Rushing off to hospital: This is the biggest myth - that women go into instant and agonising labour, and need to pile into a car and screech off to the hospital before anything goes wrong. Screenwriters love it, because it's an excuse for instant dramatic action. Actually, these days, most hospitals want you to stay at home for the first stage of labour at least, and giving birth at home is (thankfully) returning to its rightful place as a normal option. Which brings me to

Lesson 4
Hospitals are not the best places for labour or birth


For most of this pregnancy, I was planning a hospital birth. Friends asked: what about a home birth? I shook my head. I would feel safer in a hospital, thank you.

It wasn't until quite late in the process that I stopped and thought about where I'd gotten this idea that birth was "dangerous" and that hospitals were "safer". Turns out that all the research points in the opposite direction. Birth is only risky to mother and/or child when things go wrong. Which should be very uncommon. Hospitals are places that are full of people who are ill, injured or traumatised. They are not soothing or comfortable environments. If you ask someone where they feel most relaxed and safe, chances are that they won't say "at a hospital".
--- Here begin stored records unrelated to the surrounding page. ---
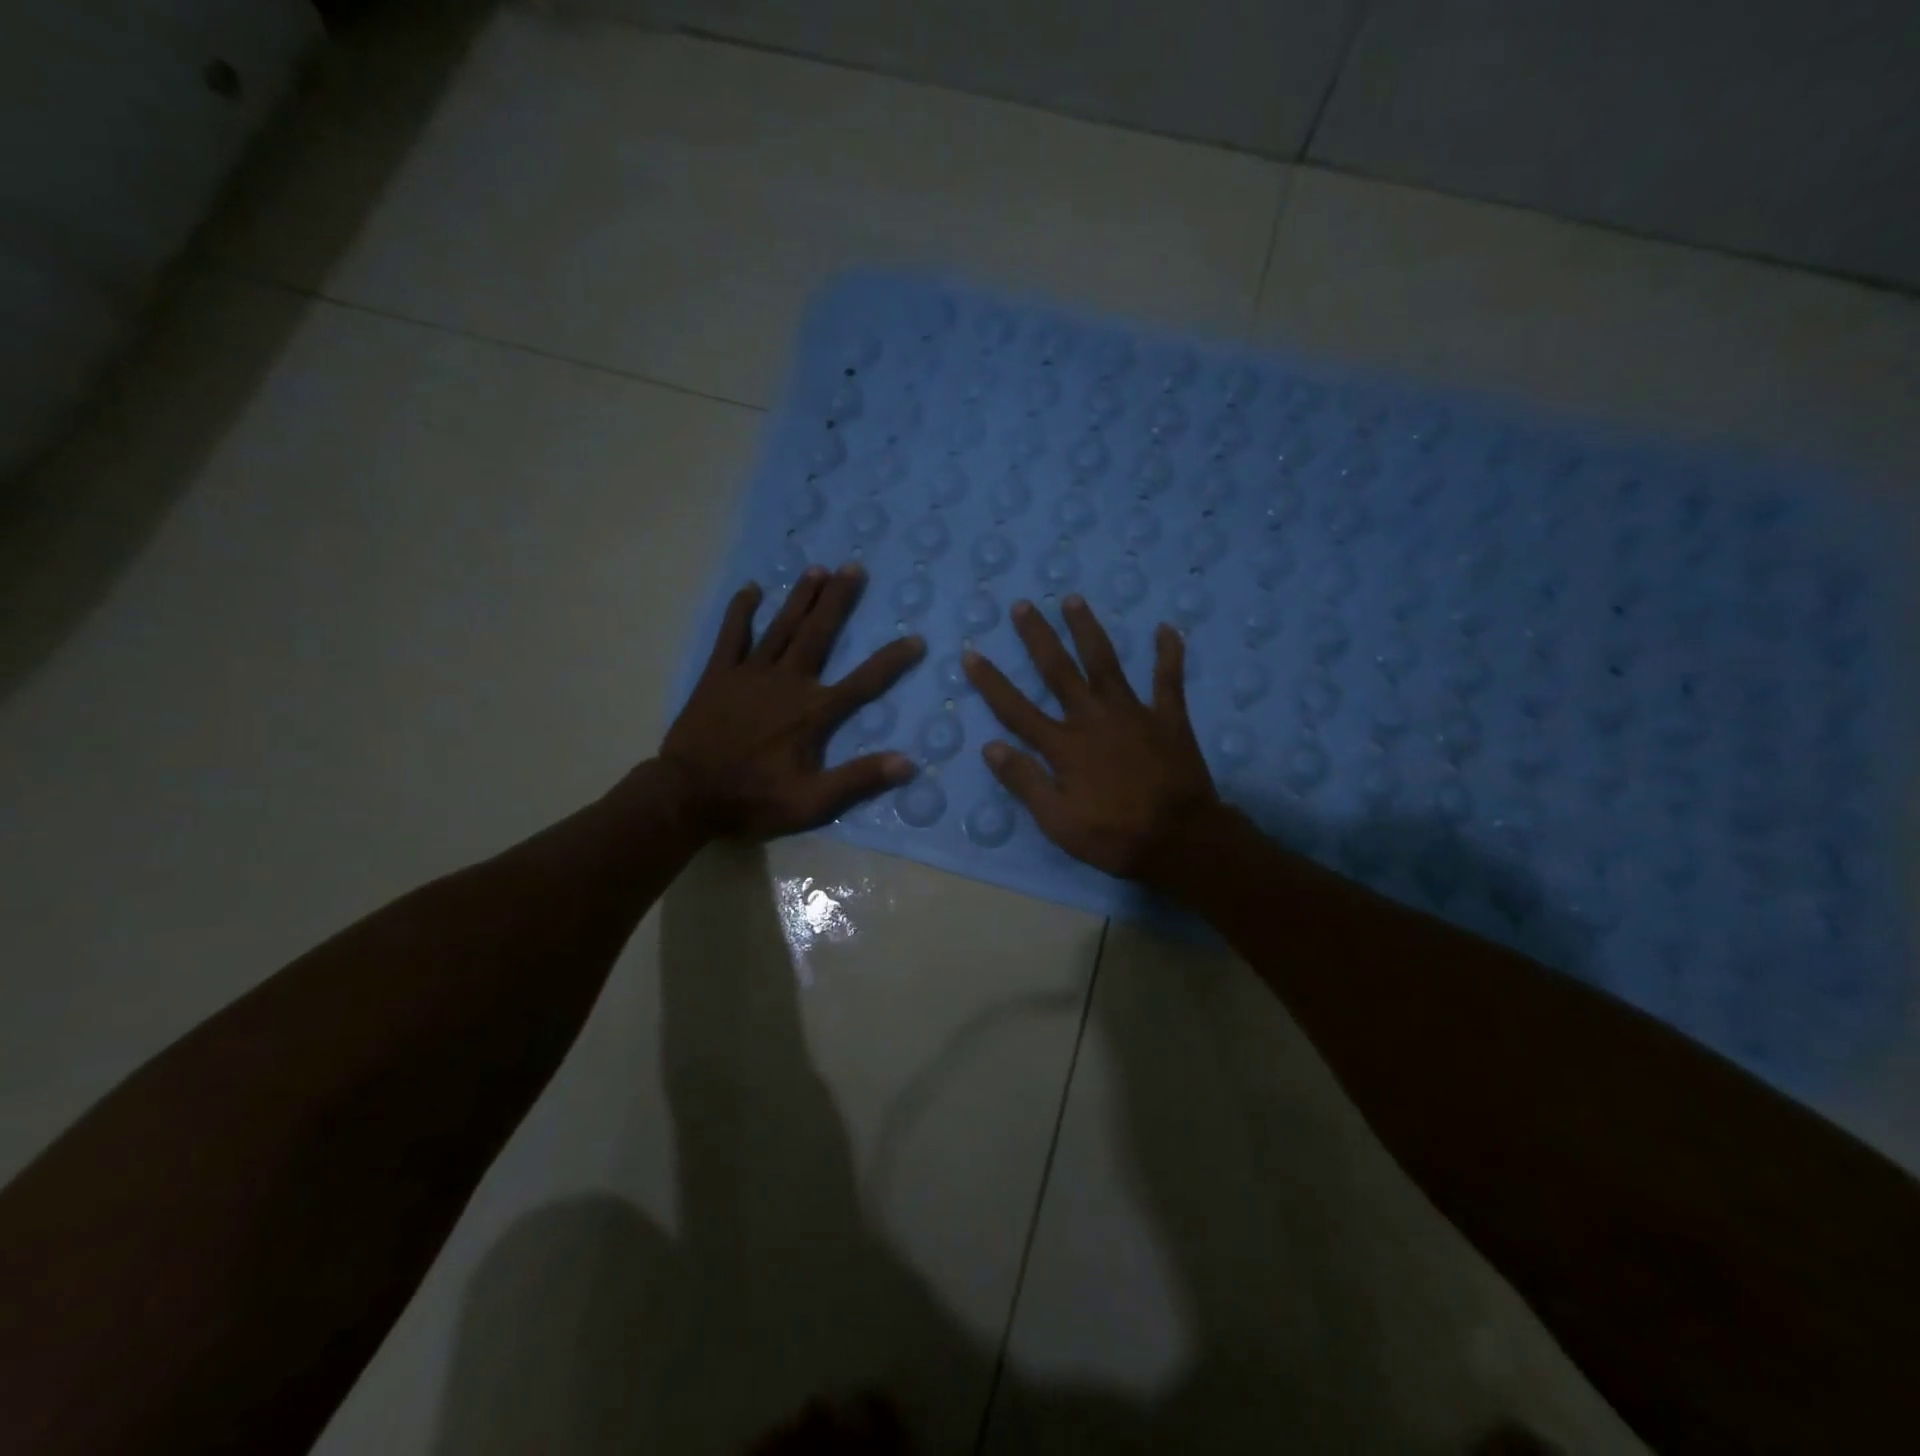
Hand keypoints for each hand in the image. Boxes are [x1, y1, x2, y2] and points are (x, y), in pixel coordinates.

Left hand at [660, 563, 921, 838]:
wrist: (687, 795)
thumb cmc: (753, 799)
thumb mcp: (812, 802)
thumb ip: (859, 779)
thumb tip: (907, 763)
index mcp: (812, 712)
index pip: (864, 682)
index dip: (892, 660)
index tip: (916, 639)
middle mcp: (787, 682)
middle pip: (819, 634)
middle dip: (838, 600)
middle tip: (855, 568)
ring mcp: (750, 674)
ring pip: (781, 627)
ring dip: (801, 597)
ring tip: (818, 568)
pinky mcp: (719, 675)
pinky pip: (732, 635)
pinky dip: (741, 611)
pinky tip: (752, 589)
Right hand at [964, 594, 1218, 879]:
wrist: (1180, 840)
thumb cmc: (1114, 836)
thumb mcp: (1057, 821)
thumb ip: (1024, 781)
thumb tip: (990, 747)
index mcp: (1063, 745)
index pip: (1016, 708)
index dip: (992, 681)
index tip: (971, 653)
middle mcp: (1092, 718)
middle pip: (1058, 670)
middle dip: (1038, 637)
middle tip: (1024, 605)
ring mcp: (1132, 713)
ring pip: (1105, 662)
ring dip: (1087, 629)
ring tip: (1073, 599)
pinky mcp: (1168, 718)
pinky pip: (1168, 679)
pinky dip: (1168, 653)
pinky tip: (1166, 628)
Instinctively, a labouring mother - like an animal in labour - seeks out a place of comfort and safety, preferably somewhere reasonably private, and not too bright, where she can be closed in and feel safe and enclosed for the labour. Big open spaces, bright lights, a sense of the unfamiliar - anything that makes the mother feel instinctively threatened - can shut down the labour process or even reverse it (as Ina May Gaskin documents in her book recommended above). Even the NHS, these days, supports home birth and documents better outcomes for mothers that give birth at home (shorter labours, fewer complications, fewer medical interventions) than for those who give birth in hospital.
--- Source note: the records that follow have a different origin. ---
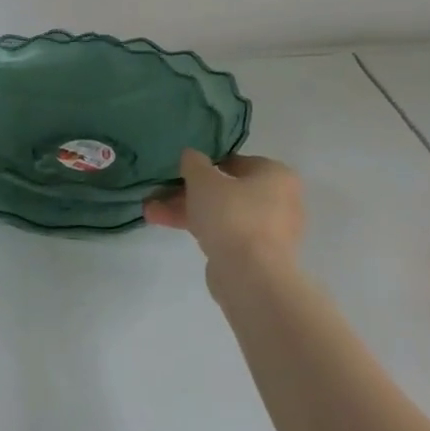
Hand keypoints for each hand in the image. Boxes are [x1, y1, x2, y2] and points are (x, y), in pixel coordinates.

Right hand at [144, 151, 305, 280]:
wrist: (250, 275)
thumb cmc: (231, 215)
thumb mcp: (203, 180)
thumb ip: (194, 163)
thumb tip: (191, 155)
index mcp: (276, 176)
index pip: (237, 162)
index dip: (206, 164)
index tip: (181, 170)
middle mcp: (279, 200)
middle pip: (226, 190)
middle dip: (188, 192)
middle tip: (160, 191)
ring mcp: (268, 230)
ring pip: (221, 213)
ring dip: (185, 210)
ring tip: (150, 211)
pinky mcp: (255, 255)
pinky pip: (224, 233)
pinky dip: (199, 228)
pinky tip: (165, 224)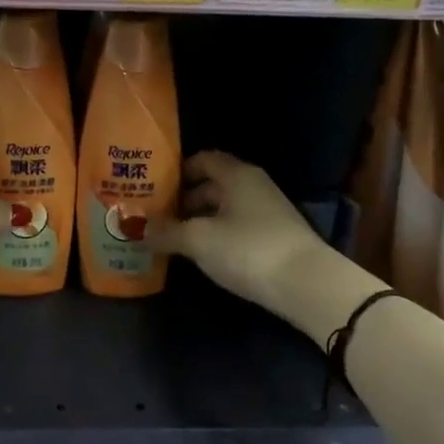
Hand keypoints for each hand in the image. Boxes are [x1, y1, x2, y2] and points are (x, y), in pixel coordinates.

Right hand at [159, 152, 335, 318]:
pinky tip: (203, 254)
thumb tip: (137, 228)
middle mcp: (253, 185)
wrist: (306, 284)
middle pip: (212, 184)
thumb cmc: (247, 249)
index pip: (203, 159)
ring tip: (173, 239)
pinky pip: (237, 227)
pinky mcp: (274, 237)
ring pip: (225, 208)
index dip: (178, 171)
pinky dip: (217, 235)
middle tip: (157, 217)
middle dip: (184, 200)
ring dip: (200, 220)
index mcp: (236, 174)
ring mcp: (268, 211)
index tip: (154, 187)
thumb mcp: (199, 240)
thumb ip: (166, 232)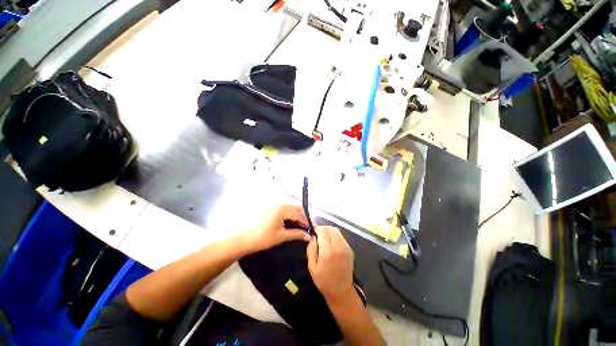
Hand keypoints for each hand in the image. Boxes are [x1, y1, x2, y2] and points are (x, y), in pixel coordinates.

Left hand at [240, 204, 311, 253]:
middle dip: (302, 218)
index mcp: (282, 209)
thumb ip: (297, 234)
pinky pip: (284, 211)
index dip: (306, 222)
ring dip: (296, 217)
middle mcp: (279, 205)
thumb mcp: (282, 236)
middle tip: (305, 228)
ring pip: (290, 209)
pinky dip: (289, 216)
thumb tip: (309, 236)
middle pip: (296, 209)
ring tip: (298, 227)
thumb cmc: (263, 238)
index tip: (311, 230)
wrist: (245, 240)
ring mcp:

It took me months to realise that the idea of going to hospital for an uncomplicated birth was making me anxious and uncertain. I don't have any problem with going into hospital if I need to - but going into labour is not enough of a reason to need a medical setting. If the day comes, and there's some sort of complication, I'm quite open to having medical technology available to me. But for now, the plan will be to have the baby at home.

Lesson 5
There's no need to rush


Pregnancy can be a delight. It slows you down immensely, and without much choice, you have to do things at a manageable pace, forgive yourself if you're less productive than usual, and let it all go, because of course all this slowness and gentleness is simply in the interests of the little life inside you. It's a lovely reminder to be present in each action, and it's also a somewhat sterner reminder for those of us that forget to do so for ourselves the rest of the time. I know many women who only go the extra mile for others, not for themselves. Women who are extraordinarily gentle on every person around, except themselves, on whom they are extraordinary harsh. Pregnancy is great practice for being gentle on yourself. I've found myself eating with care, moving with care, thinking carefully before I do things that might make me tense or pressured or tired or anxious. I've smiled at myself and forgiven myself more often than I usually might. I only hope I remember this practice of gentleness when my body is separate from my child's again.

1 comment:

Lady Lilith said...

Lisa, you seem to have a knack for making every experience into a spiritual journey. Fascinating to read your thoughts and observations.